Vie universitaire

Briser les préjugés

Du 13 au 18 mars, cinq étudiants vivent l'expérience de l'itinérance pour amasser des fonds et sensibiliser la communauté universitaire à cette cause

Par : Matthieu Dessureault
Audrey Ann Lavoie, Maude Soares, Guillaume Larose, Élisabeth Sirois et Jeanne Lauzon-Rhéaume, qui ne se connaissaient pas avant de participer au projet, ont vécu une expérience qu'ils ne sont pas près d'oublier.
Audrey Ann Lavoie, Maude Soares, Guillaume Larose, Élisabeth Sirois et Jeanne Lauzon-Rhéaume, qui ne se connaissaient pas avant de participer au projet, ont vécu une expérience qu'ils ne sont pas près d'oublier.
Leur campement, formé d'une grande bâche blanche et de morceaux de carton rapiécés, passe difficilement inaperçu. Depuis dimanche, Maude Soares, Audrey Ann Lavoie, Guillaume Larose, Élisabeth Sirois et Jeanne Lauzon-Rhéaume ont élu domicile devant le pavillon Charles-De Koninck. Se privant du confort d'un foyer et de revenus pour se nourrir, ils font appel à la générosité des passants. L'objectif est de sensibiliser les gens sur le campus à la réalité des itinérants et de récolter des fonds pour la Maison Dauphine, un organisme qui vient en aide aux jeunes de la rue. Mouvement qui ne cesse de prendre de l'ampleur au pays, le défi 5 jours pour l'itinérance a lieu pour une troisième année à l'Université Laval. «Il s'agit d'une belle façon de dénoncer la problématique de l'itinérance et les préjugés qui y sont souvent associés. Contrairement à ce que certains croient, vivre dans la rue n'est pas un choix, mais la «moins pire» des options pour plusieurs personnes aux prises avec des difficultés», a rappelé Maude Soares, étudiante en service social.

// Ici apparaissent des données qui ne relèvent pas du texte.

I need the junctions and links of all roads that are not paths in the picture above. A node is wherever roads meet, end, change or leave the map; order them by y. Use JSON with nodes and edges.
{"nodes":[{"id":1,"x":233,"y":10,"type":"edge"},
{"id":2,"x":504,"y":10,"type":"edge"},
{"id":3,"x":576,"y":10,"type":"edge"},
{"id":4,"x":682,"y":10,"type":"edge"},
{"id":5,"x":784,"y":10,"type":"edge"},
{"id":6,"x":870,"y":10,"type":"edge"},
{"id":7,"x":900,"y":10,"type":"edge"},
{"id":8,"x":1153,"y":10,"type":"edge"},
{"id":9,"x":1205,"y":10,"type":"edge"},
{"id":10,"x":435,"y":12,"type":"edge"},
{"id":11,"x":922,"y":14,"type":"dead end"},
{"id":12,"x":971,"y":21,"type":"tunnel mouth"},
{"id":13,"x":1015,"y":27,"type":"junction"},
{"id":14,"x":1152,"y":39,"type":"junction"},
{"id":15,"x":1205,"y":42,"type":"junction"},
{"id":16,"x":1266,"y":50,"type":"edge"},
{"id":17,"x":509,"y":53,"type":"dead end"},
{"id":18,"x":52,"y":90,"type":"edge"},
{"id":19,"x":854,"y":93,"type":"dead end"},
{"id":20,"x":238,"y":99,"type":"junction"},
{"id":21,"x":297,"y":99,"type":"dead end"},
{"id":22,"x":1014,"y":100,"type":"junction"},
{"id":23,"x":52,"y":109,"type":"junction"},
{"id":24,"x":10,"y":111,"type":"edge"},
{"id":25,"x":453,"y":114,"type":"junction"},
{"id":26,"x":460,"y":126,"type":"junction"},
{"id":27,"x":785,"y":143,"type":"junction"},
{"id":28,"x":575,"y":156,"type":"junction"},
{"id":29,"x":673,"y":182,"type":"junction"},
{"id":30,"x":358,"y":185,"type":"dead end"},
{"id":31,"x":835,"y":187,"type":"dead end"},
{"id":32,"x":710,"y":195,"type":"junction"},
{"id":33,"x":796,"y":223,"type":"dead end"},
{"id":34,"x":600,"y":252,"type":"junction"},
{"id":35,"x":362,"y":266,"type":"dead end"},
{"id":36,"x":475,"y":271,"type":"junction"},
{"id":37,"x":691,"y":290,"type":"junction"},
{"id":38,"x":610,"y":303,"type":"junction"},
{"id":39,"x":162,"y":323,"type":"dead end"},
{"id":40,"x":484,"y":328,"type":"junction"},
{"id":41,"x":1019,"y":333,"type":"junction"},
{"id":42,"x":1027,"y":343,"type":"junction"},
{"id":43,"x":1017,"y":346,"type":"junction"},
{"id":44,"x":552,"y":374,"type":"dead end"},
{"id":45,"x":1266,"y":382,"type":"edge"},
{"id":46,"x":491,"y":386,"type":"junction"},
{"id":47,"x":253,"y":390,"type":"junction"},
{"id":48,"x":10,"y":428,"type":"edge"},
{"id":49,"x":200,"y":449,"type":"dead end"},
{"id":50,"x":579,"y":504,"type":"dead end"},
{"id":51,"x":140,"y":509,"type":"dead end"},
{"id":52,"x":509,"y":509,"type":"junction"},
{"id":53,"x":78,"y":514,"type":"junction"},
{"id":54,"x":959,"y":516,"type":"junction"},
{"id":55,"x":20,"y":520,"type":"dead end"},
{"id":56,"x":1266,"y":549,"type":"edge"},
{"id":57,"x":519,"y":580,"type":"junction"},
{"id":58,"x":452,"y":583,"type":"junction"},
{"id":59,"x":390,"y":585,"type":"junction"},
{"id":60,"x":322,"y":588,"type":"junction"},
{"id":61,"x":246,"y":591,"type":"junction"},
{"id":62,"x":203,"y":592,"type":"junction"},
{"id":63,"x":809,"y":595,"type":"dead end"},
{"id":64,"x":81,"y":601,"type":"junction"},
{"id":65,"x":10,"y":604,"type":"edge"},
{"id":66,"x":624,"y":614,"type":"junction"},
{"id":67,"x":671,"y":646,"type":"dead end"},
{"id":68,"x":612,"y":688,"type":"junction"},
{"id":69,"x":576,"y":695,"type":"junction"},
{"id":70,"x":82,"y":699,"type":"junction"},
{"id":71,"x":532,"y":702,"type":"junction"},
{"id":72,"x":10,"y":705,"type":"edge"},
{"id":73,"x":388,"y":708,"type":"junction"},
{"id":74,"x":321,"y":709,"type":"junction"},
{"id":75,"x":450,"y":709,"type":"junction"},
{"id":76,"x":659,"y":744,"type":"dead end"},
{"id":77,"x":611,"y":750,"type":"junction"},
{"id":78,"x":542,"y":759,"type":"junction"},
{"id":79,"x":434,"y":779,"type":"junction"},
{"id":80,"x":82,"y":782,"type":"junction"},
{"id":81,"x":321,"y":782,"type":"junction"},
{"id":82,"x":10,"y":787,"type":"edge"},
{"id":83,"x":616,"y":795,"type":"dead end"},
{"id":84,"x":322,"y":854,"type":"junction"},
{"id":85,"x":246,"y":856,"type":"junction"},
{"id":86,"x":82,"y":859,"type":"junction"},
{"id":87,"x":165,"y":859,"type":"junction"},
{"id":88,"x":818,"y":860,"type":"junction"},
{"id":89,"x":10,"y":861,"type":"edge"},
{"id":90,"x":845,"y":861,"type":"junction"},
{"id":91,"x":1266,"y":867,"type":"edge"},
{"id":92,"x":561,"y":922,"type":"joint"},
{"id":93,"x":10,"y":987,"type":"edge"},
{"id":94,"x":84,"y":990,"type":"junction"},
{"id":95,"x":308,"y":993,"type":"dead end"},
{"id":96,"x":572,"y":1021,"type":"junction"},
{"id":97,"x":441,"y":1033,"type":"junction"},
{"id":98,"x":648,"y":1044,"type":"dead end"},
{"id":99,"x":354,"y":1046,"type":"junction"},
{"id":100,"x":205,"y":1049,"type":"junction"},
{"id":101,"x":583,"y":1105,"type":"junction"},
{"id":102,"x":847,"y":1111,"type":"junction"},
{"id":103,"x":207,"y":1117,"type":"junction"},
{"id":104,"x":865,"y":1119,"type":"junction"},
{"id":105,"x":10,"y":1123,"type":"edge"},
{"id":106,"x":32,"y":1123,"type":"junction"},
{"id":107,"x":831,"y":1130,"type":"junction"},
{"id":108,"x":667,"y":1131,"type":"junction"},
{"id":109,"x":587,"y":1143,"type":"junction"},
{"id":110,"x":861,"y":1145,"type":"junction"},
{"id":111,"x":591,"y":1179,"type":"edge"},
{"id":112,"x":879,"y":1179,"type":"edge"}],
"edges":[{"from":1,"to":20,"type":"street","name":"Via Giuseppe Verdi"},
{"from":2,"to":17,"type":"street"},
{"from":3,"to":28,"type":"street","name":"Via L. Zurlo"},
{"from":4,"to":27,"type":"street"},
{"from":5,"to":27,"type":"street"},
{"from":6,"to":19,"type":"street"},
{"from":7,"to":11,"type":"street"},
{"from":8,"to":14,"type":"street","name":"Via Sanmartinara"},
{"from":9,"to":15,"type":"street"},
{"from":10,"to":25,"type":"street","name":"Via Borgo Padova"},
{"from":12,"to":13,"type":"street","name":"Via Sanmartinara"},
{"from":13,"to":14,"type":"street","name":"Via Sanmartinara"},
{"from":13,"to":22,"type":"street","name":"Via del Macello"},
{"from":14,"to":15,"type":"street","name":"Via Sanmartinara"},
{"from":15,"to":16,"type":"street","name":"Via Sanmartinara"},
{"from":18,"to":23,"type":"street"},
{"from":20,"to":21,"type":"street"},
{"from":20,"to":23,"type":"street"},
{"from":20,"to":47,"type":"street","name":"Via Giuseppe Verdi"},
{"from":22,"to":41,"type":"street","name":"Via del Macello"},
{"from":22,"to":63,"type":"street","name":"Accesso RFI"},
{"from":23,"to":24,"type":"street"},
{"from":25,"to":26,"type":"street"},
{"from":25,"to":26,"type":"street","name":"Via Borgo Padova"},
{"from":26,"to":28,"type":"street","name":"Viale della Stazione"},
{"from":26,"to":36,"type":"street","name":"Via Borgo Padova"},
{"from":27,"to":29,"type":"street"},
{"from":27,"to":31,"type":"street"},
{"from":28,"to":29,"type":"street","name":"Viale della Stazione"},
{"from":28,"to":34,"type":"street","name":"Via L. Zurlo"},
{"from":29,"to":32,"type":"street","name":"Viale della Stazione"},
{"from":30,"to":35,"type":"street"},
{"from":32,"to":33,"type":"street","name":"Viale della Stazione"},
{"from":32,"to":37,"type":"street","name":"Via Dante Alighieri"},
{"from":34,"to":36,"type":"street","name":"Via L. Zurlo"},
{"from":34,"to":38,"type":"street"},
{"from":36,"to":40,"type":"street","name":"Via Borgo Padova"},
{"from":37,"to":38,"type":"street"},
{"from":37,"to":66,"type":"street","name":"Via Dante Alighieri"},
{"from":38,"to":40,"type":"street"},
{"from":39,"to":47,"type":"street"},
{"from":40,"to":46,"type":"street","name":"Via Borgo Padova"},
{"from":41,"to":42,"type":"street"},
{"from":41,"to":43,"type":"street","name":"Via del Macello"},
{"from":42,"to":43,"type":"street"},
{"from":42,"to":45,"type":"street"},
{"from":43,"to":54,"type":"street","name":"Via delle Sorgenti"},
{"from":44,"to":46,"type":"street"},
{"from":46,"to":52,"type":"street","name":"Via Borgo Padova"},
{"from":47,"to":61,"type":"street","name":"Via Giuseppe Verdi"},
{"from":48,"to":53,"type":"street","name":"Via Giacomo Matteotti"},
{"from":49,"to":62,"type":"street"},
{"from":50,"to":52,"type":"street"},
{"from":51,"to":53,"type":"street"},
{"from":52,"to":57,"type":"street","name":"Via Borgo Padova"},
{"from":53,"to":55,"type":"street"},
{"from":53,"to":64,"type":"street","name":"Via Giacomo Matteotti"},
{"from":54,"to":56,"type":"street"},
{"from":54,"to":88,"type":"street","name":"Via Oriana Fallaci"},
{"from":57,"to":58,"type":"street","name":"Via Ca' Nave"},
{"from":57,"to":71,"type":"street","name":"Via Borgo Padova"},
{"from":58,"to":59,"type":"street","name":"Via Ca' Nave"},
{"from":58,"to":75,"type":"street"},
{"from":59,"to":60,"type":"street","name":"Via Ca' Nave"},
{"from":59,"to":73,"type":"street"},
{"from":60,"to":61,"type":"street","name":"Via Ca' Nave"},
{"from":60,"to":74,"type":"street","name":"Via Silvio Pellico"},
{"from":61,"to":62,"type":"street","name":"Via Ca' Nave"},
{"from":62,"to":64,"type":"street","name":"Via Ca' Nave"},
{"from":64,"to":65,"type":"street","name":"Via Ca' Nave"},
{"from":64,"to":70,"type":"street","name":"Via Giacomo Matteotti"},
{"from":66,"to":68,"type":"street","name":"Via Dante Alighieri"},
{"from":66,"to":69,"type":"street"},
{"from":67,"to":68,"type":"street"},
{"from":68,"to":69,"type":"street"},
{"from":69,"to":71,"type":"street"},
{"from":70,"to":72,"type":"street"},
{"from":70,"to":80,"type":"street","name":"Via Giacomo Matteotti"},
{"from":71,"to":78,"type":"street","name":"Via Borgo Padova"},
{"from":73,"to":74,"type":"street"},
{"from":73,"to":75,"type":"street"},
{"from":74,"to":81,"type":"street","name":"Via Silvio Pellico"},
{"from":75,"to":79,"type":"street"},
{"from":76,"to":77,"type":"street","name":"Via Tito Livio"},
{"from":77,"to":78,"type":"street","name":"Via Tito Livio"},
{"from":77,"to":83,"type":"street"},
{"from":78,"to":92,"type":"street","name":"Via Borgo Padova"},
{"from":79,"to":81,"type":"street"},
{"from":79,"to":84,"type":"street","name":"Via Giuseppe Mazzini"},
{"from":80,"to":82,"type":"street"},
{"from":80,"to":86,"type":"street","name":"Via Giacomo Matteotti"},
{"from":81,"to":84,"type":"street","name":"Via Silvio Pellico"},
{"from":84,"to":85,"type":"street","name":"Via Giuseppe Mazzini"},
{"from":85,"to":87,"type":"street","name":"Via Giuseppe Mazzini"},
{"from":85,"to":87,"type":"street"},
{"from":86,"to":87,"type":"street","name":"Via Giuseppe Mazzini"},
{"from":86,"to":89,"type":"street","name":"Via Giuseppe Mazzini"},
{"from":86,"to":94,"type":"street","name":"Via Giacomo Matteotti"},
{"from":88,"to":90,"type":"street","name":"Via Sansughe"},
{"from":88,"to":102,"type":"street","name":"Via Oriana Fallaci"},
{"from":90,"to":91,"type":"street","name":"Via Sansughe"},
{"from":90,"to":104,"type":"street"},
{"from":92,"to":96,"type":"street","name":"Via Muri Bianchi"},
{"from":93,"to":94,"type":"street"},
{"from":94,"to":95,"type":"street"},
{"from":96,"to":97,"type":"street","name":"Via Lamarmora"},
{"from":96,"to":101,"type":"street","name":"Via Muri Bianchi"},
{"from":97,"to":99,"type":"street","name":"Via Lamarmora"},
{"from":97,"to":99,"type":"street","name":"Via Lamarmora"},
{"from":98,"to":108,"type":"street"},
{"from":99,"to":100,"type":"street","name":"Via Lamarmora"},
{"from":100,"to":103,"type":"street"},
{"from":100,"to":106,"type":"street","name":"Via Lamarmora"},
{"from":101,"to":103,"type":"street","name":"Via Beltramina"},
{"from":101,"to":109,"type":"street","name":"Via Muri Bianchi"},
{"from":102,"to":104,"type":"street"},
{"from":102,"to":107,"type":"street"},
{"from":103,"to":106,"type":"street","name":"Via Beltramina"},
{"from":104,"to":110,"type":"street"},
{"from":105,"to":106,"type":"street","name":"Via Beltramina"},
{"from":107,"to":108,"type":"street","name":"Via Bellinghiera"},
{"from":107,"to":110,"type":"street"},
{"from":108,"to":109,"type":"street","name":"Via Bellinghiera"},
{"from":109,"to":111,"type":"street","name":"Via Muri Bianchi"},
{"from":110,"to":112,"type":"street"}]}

Cette journée-là, le mercure affichait un timide 2°C et une pluie fine tombait. De l'eau s'était infiltrée dans la tente, et nos étudiants avaient passé une partie de la matinée à tenter de limiter les dégâts. Visiblement, ce petit contretemps n'avait pas eu raison de leur motivation. Au journaliste qui leur proposait de réaliser l'entrevue à l'intérieur d'un pavillon, au chaud, ils ont décliné poliment, préférant vivre à fond l'aventure. «Comme les sans-abris, nous ne contrôlons pas la température. Devoir surmonter une journée de pluie comme celle-ci nous rapproche encore plus de leur réalité. La grande différence, c'est que les itinérants font souvent face à de l'isolement ou de l'exclusion. Nous, on vit cette épreuve ensemble, ce qui aide à garder le moral», a dit Jeanne Lauzon-Rhéaume, étudiante en psychoéducation.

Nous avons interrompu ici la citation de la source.